Ce soir, à 20h, on sera en direct sur Twitch pour notre quatorzième émission.




https://www.twitch.tv/canardpc

----------


## gros_bidule

Excellente émission. C'est toujours un plaisir de vous regarder  ::):  !

Question idiote : vous ferez un jour un quizz où il faut retrouver à quel jeu appartient un code de triche ou exploit' ? Ou les codes des niveaux. Ex : 
- sous G-Police, ère Playstation, "pantalon" était le code d'accès d'un des derniers niveaux, je ne sais pas où ils allaient chercher ça...
- haut bas gauche droite A start : indice, cheat code d'un des premiers gros jeu sur Megadrive (et ça fait un très bon code WiFi, tapé en toutes lettres)

Sur ce, bonne nuit !

----------


## Yog-Sothoth

C'est allé au dessus des 1000 spectateurs !

----------


## Ruvon

> C'est allé au dessus des 1000 spectateurs !


C'est un score qu'ils atteignent régulièrement en live il me semble, mais ouais c'est cool. Faudrait ajouter les vues des rediff sur Youtube pour avoir l'audience totale.

Concernant Valve qui vire des jeux de Steam, pour être précis parce que ça l'était pas tellement dans l'émission :

Valve ban régulièrement des jeux de Steam, sans trop donner d'explications publiques, à coups de 5-10 par semaine, mais cette semaine ils ont frappé sur un plus grand nombre de titres, en visant particulièrement l'éditeur russe Dagestan Technology (Bloodbath Kavkaz par exemple) qui aurait abusé des règles du Steamworks.

Valve a déclaré que les concernés ont été contactés par email, comme le reporte ce tweet :

https://twitter.com/IDALGAME/status/1199253086927294465





"We have detected that your accounts have been used to assure Steamworks tools for selling bundles to customers"  "We are removing all associated games from sale and evoking your access to the Steamworks backend. We are not interested in distributing any of your games on Steam in the future."

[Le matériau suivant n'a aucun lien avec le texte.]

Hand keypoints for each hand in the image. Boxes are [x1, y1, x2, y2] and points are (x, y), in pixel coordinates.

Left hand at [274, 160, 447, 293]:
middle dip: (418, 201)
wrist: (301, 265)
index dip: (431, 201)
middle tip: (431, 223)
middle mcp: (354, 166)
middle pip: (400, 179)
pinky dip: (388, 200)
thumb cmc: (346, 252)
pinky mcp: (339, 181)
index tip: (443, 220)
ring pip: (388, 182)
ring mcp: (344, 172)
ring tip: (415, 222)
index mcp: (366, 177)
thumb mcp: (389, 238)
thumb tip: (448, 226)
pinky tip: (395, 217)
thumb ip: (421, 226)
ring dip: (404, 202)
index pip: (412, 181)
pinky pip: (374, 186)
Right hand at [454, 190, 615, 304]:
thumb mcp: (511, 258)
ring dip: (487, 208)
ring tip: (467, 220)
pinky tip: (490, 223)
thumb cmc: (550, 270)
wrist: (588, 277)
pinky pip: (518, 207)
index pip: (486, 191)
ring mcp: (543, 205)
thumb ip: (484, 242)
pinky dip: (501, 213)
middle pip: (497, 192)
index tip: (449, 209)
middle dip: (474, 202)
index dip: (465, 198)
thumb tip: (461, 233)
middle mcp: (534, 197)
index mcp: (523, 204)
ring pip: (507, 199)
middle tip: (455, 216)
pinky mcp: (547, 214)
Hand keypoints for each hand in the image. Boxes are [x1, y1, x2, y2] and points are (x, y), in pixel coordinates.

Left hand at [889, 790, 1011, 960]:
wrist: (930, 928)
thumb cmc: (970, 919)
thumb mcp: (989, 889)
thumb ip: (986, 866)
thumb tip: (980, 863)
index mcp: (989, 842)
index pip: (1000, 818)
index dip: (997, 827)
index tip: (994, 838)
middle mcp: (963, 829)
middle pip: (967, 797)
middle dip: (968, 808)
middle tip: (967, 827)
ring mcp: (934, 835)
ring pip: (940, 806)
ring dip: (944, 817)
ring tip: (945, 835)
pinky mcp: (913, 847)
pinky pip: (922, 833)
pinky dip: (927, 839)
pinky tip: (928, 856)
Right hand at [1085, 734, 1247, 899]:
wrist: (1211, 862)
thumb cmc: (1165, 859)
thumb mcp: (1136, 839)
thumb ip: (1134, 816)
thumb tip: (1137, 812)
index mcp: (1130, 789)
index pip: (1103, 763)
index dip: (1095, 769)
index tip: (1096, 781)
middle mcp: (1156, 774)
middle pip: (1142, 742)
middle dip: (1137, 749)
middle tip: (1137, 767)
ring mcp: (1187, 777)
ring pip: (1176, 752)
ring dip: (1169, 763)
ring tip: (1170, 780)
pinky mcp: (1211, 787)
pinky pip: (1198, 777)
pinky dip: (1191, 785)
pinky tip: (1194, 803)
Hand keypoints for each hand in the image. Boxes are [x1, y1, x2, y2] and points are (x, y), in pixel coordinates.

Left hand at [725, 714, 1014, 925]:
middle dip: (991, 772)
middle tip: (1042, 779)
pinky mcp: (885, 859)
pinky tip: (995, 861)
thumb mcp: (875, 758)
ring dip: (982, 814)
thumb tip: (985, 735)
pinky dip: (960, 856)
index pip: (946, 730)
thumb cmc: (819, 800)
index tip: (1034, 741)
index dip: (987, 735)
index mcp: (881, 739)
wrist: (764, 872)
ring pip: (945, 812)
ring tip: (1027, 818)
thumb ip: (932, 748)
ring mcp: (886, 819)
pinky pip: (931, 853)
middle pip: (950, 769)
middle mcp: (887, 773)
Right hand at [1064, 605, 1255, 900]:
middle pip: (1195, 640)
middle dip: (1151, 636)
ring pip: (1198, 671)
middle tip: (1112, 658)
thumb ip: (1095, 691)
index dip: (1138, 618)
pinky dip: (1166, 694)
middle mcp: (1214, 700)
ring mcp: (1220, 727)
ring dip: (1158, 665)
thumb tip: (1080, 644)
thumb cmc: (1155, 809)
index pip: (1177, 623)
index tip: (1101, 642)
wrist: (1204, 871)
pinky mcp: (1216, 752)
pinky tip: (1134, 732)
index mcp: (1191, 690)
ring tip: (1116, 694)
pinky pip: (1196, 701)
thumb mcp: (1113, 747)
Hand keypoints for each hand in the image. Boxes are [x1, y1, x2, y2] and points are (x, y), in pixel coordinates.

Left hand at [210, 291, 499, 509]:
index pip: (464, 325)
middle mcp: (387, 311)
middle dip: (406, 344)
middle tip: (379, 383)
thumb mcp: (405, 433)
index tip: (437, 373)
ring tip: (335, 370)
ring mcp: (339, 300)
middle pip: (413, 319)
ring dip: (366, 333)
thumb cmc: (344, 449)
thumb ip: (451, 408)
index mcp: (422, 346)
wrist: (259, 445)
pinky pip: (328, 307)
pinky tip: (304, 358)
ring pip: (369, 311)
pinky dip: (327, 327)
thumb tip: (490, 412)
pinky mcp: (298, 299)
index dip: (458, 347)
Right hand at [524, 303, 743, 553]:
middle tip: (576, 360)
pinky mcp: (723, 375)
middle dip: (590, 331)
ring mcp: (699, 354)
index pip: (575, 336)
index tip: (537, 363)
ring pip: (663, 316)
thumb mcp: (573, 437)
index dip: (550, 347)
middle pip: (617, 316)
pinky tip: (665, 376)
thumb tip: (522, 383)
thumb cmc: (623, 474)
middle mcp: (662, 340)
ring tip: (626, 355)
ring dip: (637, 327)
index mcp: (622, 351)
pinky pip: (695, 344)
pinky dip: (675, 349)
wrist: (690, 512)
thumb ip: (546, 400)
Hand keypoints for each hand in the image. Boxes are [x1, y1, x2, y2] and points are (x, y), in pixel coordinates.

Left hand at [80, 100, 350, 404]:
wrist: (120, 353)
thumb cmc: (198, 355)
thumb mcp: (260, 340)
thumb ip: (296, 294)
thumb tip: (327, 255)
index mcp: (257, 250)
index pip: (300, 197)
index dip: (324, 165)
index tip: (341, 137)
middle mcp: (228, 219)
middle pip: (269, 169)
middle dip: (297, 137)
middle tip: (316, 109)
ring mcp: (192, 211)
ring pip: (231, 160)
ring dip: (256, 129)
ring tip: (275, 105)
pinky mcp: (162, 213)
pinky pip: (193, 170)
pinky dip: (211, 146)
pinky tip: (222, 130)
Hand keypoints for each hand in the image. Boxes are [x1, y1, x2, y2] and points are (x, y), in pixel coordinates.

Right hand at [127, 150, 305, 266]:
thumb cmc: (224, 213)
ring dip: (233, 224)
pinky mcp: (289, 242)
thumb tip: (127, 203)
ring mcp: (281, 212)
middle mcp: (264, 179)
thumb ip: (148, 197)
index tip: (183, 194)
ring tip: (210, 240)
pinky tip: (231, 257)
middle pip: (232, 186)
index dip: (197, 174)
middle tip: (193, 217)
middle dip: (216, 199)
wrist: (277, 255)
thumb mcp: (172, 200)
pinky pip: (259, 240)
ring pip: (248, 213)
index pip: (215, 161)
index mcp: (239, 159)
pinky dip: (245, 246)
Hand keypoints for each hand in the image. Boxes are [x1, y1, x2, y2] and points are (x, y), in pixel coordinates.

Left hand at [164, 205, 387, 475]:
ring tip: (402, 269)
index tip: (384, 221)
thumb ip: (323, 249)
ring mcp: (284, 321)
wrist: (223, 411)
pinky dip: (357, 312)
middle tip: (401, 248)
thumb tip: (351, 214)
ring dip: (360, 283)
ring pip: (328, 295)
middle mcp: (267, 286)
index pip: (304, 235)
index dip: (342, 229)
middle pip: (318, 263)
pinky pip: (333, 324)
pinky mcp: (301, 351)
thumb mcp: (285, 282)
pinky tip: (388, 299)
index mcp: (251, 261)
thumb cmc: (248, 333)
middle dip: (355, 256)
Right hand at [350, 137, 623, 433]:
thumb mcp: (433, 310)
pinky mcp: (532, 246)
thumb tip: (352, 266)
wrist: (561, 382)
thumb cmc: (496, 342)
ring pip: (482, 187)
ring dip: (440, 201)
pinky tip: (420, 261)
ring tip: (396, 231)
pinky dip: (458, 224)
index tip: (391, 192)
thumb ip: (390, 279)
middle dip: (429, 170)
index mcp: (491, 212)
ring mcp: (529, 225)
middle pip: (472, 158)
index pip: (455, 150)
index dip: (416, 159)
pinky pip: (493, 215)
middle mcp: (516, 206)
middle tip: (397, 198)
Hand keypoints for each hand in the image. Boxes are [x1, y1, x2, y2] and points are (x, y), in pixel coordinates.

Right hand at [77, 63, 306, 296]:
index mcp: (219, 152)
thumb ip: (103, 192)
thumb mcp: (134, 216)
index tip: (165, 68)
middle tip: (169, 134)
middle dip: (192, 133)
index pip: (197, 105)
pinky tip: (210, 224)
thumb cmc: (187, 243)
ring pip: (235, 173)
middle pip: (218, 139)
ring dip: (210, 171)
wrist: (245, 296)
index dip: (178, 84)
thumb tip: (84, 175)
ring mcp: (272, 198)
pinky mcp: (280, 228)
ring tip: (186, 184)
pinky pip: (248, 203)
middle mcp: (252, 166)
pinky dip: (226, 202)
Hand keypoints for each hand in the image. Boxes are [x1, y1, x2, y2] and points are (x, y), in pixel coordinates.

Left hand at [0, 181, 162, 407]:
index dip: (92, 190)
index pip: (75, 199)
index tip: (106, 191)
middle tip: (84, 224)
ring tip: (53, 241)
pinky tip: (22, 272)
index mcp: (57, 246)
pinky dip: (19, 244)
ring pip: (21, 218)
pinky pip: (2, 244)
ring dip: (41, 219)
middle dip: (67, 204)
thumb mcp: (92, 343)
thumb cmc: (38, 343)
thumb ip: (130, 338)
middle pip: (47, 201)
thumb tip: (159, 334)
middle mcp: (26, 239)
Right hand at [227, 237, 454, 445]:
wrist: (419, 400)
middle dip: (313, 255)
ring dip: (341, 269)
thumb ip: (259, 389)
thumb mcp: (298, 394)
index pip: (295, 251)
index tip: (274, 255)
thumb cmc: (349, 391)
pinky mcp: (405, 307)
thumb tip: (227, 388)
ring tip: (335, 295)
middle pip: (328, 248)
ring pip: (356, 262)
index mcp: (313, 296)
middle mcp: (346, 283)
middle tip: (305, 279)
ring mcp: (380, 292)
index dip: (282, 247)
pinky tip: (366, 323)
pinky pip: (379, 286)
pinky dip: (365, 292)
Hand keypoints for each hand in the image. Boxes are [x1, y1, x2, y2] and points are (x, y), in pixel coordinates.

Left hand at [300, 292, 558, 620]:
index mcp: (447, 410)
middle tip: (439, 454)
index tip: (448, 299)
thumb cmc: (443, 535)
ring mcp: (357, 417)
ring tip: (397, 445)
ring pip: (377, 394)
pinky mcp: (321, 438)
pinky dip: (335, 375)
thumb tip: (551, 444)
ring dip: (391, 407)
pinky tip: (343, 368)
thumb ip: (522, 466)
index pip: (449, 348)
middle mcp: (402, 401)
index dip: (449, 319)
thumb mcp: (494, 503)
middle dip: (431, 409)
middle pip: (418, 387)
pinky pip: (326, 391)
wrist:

Dagestan Technology aurait notamment publié un grand nombre de jeux sur Steam, en utilisant différents noms :

https://twitter.com/ntigravities/sta...64208983814145





Cette liste recense 2874 jeux supprimés de Steam MAIS pas seulement cette semaine, les plus anciennes entrées ont 2 ans.

https://steam.madjoki.com/apps/banned?page=1&desc=0

Certains devs déclarent qu'ils ont été injustement pris dans les filets, je ne retrouve pas la source mais certains auraient d'ailleurs pu discuter et revenir sur Steam (ce que confirmerait le fait que la liste soit passée de 2903 jeux à 2874 depuis mardi).

Sources : 

https://www.gamasutra.com/view/news/...Steamworks.php

https://www.pcgamesn.com/steam/deleted-games

Donc : ceci n'a rien à voir avec un quelconque nettoyage lié à la qualité des jeux (même si dans le cas présent, ça pourrait carrément y ressembler vu la gueule des jeux virés), Valve reste assez évasif sur l'affaire, une quelconque forme de sélection (parce que curation à la base ça veut dire autre chose en français) n'est pas à l'oeuvre et c'est l'intégralité du catalogue de(s) éditeur(s) concerné(s) (même si visiblement c'est le même sous plusieurs noms) qui a été jetée sans distinction individuelle.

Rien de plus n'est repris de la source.